Crisp-skinned salmon with a punchy lemon-caper pan sauce feels restaurant-level, but it’s a 30-minute weeknight move. Served with roasted Brussels sprouts (winter-perfect in WA) and buttery smashed potatoes for a cozy, bright plate.

Ingredients

  • Fresh Atlantic whole salmon fillet (farm raised), cut into 2 portions 12 oz $12.99/lb
  • Kroger® Brussels Sprouts Halves 12 oz $3.99
  • Simple Truth Organic® Russet Potatoes 3/4 lb (about 2 medium) $4.49
  • Organic garlic (or Simple Truth Organic® Garlic Bulbs) 2 cloves $6.99/lb or $2.79/3 ct
  • Lemon 1
  • Capers 2 tbsp
  • Butter 2 tbsp
  • Olive oil 2–3 tbsp
  • Dijon mustard 1 tsp
  • Salt & black pepper to taste
  • Optional: parsley 1–2 tbsp chopped

Instructions

  1. Prep: Heat oven to 425°F. Pat salmon very dry; season both sides with salt and pepper. Rinse capers if very salty. Zest and juice the lemon.
  2. Prep veg: Toss Brussels sprouts with 1–2 tbsp olive oil, salt, and pepper on a sheet pan. Roast 18–22 minutes, tossing once, until browned and tender.
  3. Cook potatoes (stove): While sprouts roast, cut potatoes into 1-inch chunks. Boil in salted water 12–15 minutes until very tender. Drain and return to pot; add 1 tbsp butter and a splash of olive oil, smash roughly, and season with salt and pepper. Cover to keep warm.
  4. Sear salmon (stove): Heat a skillet over medium-high with 1 tbsp oil. Place salmon skin-side down and press lightly for 10 seconds. Cook 4–6 minutes until skin is crisp and fish is mostly opaque up the sides. Flip and cook 1–2 minutes more (or to 125–130°F for medium). Transfer to a plate.
  5. Make pan sauce: Lower heat to medium. Add 1 tbsp butter and minced garlic; cook 30 seconds. Add capers, lemon juice (start with half), 2–3 tbsp water, Dijon, and lemon zest. Simmer 30–60 seconds; swirl in remaining 1 tbsp butter. Taste and adjust salt/pepper/lemon.
  6. Serve: Plate smashed potatoes and roasted sprouts. Top salmon with lemon-caper sauce (and parsley if using).

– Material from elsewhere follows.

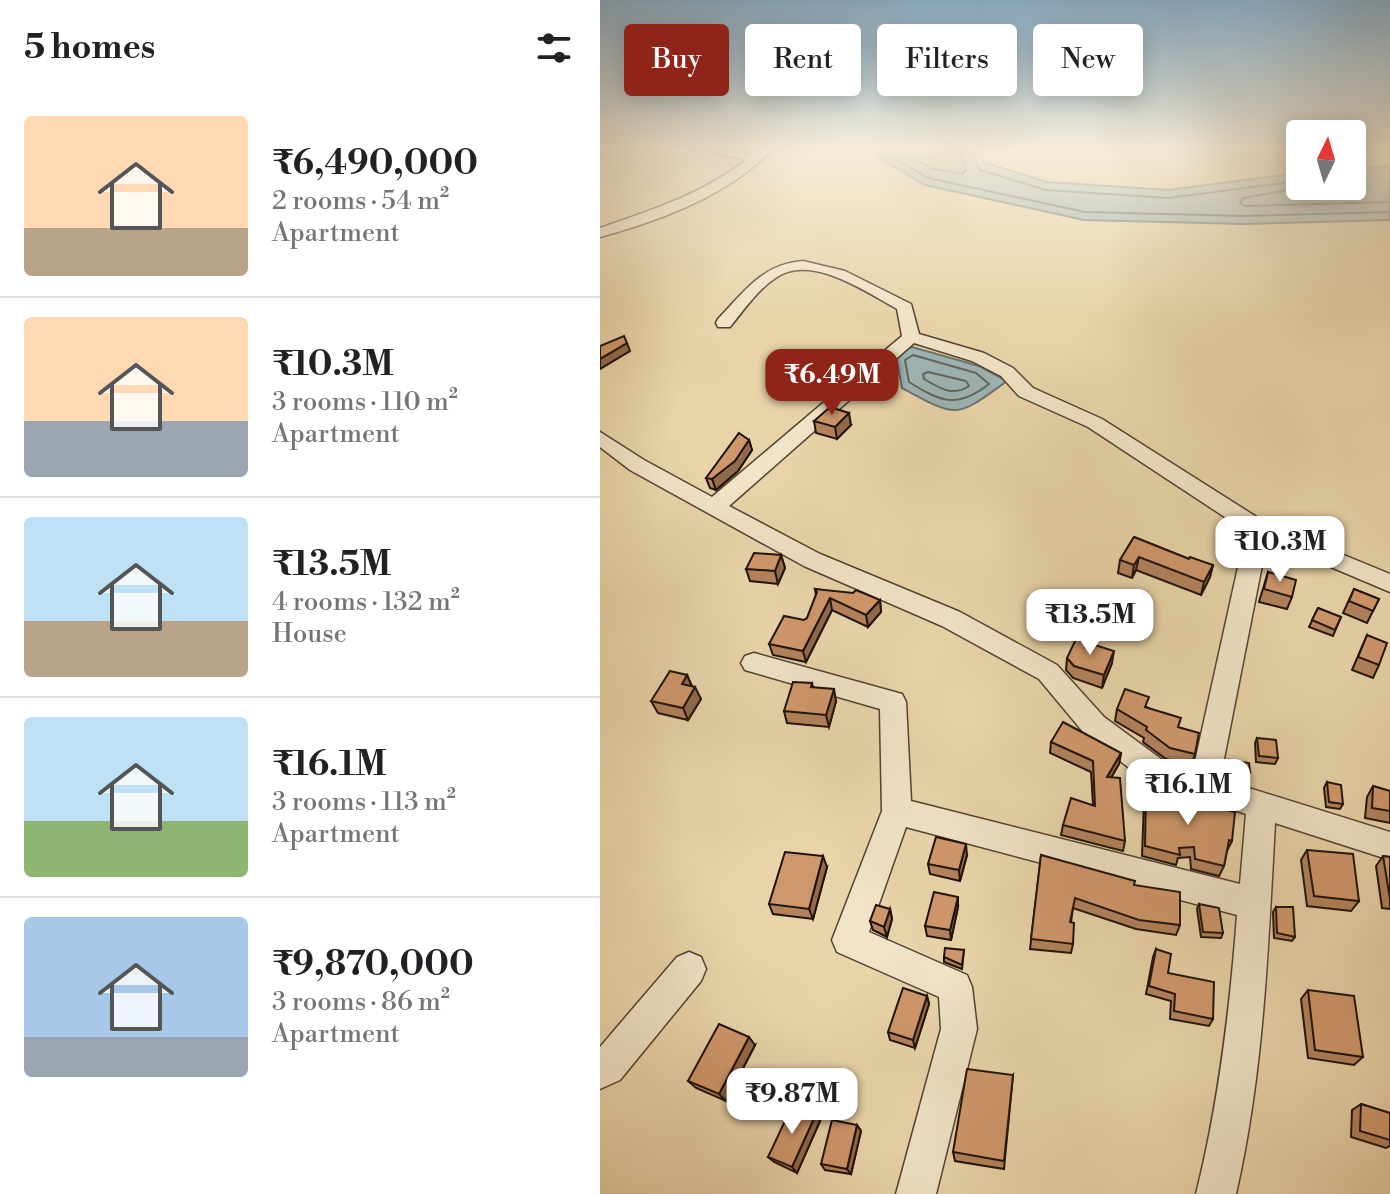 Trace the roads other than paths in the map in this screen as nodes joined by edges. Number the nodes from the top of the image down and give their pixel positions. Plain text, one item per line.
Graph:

Health notes: ~850–950 calories per serving (varies with butter/oil). High protein and omega-3s; add extra sprouts for more fiber and keep butter moderate for a lighter plate.

Drink pairing: Wine: Washington State Chardonnay (e.g., Chateau Ste. Michelle Columbia Valley Chardonnay) or a crisp WA Riesling.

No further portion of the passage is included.